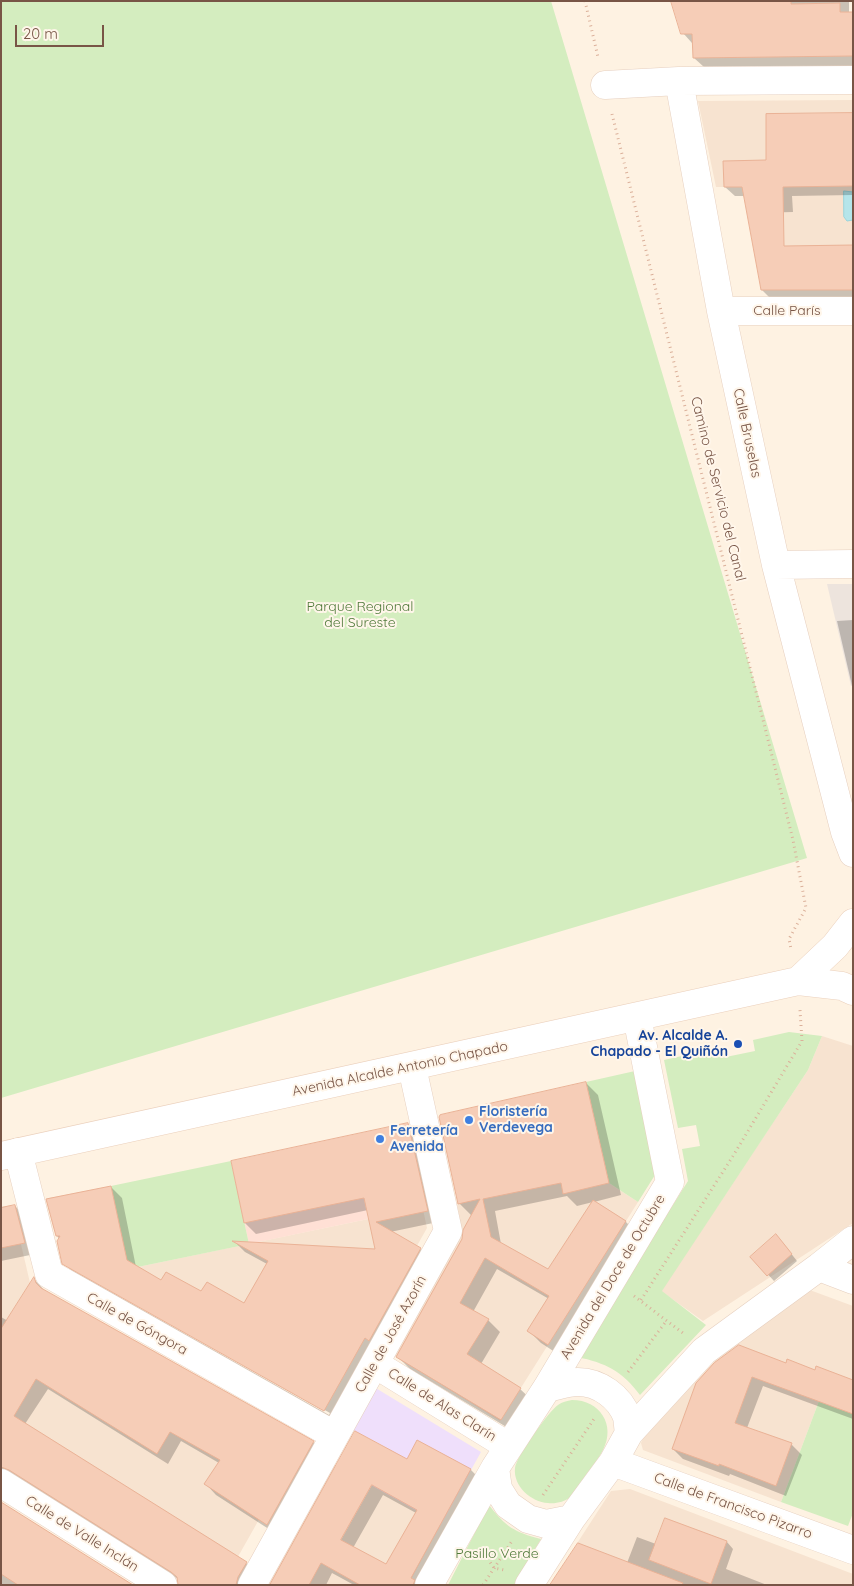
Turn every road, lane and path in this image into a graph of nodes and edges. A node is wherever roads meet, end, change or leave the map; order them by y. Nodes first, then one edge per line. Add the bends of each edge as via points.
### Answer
1 (585, 1) edge
2 (853, 80) edge
3 (679, 81) junction
4 (605, 85) junction
5 (721, 311) junction
6 (853, 311) edge
7 (853, 564) edge
8 (776, 565) junction
9 (853, 853) edge
10 (853, 924) edge
11 (798, 980) junction
12 (853, 990) edge
13 (637, 1017) junction
14 (412, 1067) junction
15 (10, 1154) edge
16 (853, 1240) edge
17 (819, 1267) junction
18 (611, 1280) junction
19 (853, 1280) edge
20 (641, 1300) junction
21 (667, 1320) junction
22 (704, 1351) junction
23 (375, 1364) junction
24 (547, 1388) junction
25 (612, 1394) junction
26 (629, 1433) junction
27 (334, 1435) junction
28 (502, 1457) junction
29 (613, 1462) junction
30 (1, 1483) edge
31 (528, 1519) junction
32 (571, 1519) junction
33 (463, 1522) junction
34 (853, 1550) edge
35 (494, 1568) junction
36 (531, 1581) edge
37 (162, 1585) edge
38 (252, 1585) edge
39 (430, 1585) edge
40 (483, 1585) edge

1 - 4 path, Camino de Servicio del Canal
2 - 3 street
3 - 4 street
3 - 5 street, Calle Bruselas
4 - 11 path, Camino de Servicio del Canal via 793,840 806,908 789,939
5 - 6 street, Calle París
5 - 8 street, Calle Bruselas
7 - 8 street
8 - 9 street, Calle Bruselas
10 - 11 street, Avenida Alcalde Antonio Chapado via 835,946
11 - 12 street, Avenida Alcalde Antonio Chapado
11 - 13 street, Avenida Alcalde Antonio Chapado
11 - 20 path, Camino de Servicio del Canal via 802,1041
13 - 14 street, Avenida Alcalde Antonio Chapado
13 - 18 street, Avenida del Doce de Octubre via 670,1182
14 - 15 street, Avenida Alcalde Antonio Chapado
14 - 23 street, Calle de José Azorín via 448,1232
15 - 27 street, Calle de Góngora via 49,1274
16 - 17 street
17 - 19 street
17 - 22 street
18 - 20 path
18 - 24 street, Avenida del Doce de Octubre
20 - 21 path
21 - 22 path
21 - 25 path
22 - 26 street
23 - 27 street, Calle de José Azorín
23 - 28 street, Calle de Alas Clarín
24 - 25 street, Avenida del Doce de Octubre via 578,1382 597,1385
24 - 28 street, Avenida del Doce de Octubre
25 - 26 street via 627,1418
25 - 31 path
26 - 29 street
27 - 38 street, Calle de José Azorín
28 - 31 street via 498,1489 508,1505
28 - 33 street, Avenida del Doce de Octubre
29 - 32 street
29 - 34 street, Calle de Francisco Pizarro
30 - 37 street, Calle de Valle Inclán
31 - 32 street via 546,1524
31 - 35 path
32 - 36 street
33 - 35 path
33 - 39 street, Avenida del Doce de Octubre
35 - 36 path
35 - 40 path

- _WHAT TO WORK ON_: Give the data again exactly. Keep the images out.

- _YOUR RESPONSE_:
Turn every road, lane and path in this image into a graph of nodes and edges. A node is wherever roads meet, end, change or leave the map; order them by y. Nodes first, then one edge per line. Add the bends of each edge as via points.
### Answer
1 (585, 1) edge
2 (853, 80) edge
3 (679, 81) junction
4 (605, 85) junction
5 (721, 311) junction
6 (853, 311) edge
7 (853, 564) edge
8 (776, 565) junction
9 (853, 853) edge
10 (853, 924) edge
11 (798, 980) junction
12 (853, 990) edge
13 (637, 1017) junction
14 (412, 1067) junction
15 (10, 1154) edge
16 (853, 1240) edge
17 (819, 1267) junction
18 (611, 1280) junction
19 (853, 1280) edge
20 (641, 1300) junction
21 (667, 1320) junction
22 (704, 1351) junction
23 (375, 1364) junction
24 (547, 1388) junction
25 (612, 1394) junction
26 (629, 1433) junction
27 (334, 1435) junction
28 (502, 1457) junction
29 (613, 1462) junction
30 (1, 1483) edge
31 (528, 1519) junction
32 (571, 1519) junction
33 (463, 1522) junction
34 (853, 1550) edge
35 (494, 1568) junction
36 (531, 1581) edge
37 (162, 1585) edge
38 (252, 1585) edge
39 (430, 1585) edge
40 (483, 1585) edge

1 - 4 path, Camino de Servicio del Canal
2 - 3 street
3 - 4 street
3 - 5 street, Calle Bruselas
4 - 11 path, Camino de Servicio del Canal via 793,840 806,908 789,939
5 - 6 street, Calle París
5 - 8 street, Calle Bruselas
7 - 8 street
8 - 9 street, Calle Bruselas
10 - 11 street, Avenida Alcalde Antonio Chapado via 835,946
11 - 12 street, Avenida Alcalde Antonio Chapado
11 - 13 street, Avenida Alcalde Antonio Chapado
11 - 20 path, Camino de Servicio del Canal via 802,1041
13 - 14 street, Avenida Alcalde Antonio Chapado
13 - 18 street, Avenida del Doce de Octubre via 670,1182
14 - 15 street, Avenida Alcalde Antonio Chapado
14 - 23 street, Calle de José Azorín via 448,1232
15 - 27 street, Calle de Góngora via 49,1274
16 - 17 street
17 - 19 street
17 - 22 street
18 - 20 path
18 - 24 street, Avenida del Doce de Octubre
20 - 21 path
21 - 22 path
21 - 25 path
22 - 26 street
23 - 27 street, Calle de José Azorín
23 - 28 street, Calle de Alas Clarín
24 - 25 street, Avenida del Doce de Octubre via 578,1382 597,1385
24 - 28 street, Avenida del Doce de Octubre
25 - 26 street via 627,1418
25 - 31 path
26 - 29 street
27 - 38 street, Calle de José Azorín
28 - 31 street via 498,1489 508,1505
28 - 33 street, Avenida del Doce de Octubre
29 - 32 street
29 - 34 street, Calle de Francisco Pizarro
30 - 37 street, Calle de Valle Inclán
31 - 32 street via 546,1524
31 - 35 path
32 - 36 street
33 - 35 path
33 - 39 street, Avenida del Doce de Octubre
35 - 36 path
35 - 40 path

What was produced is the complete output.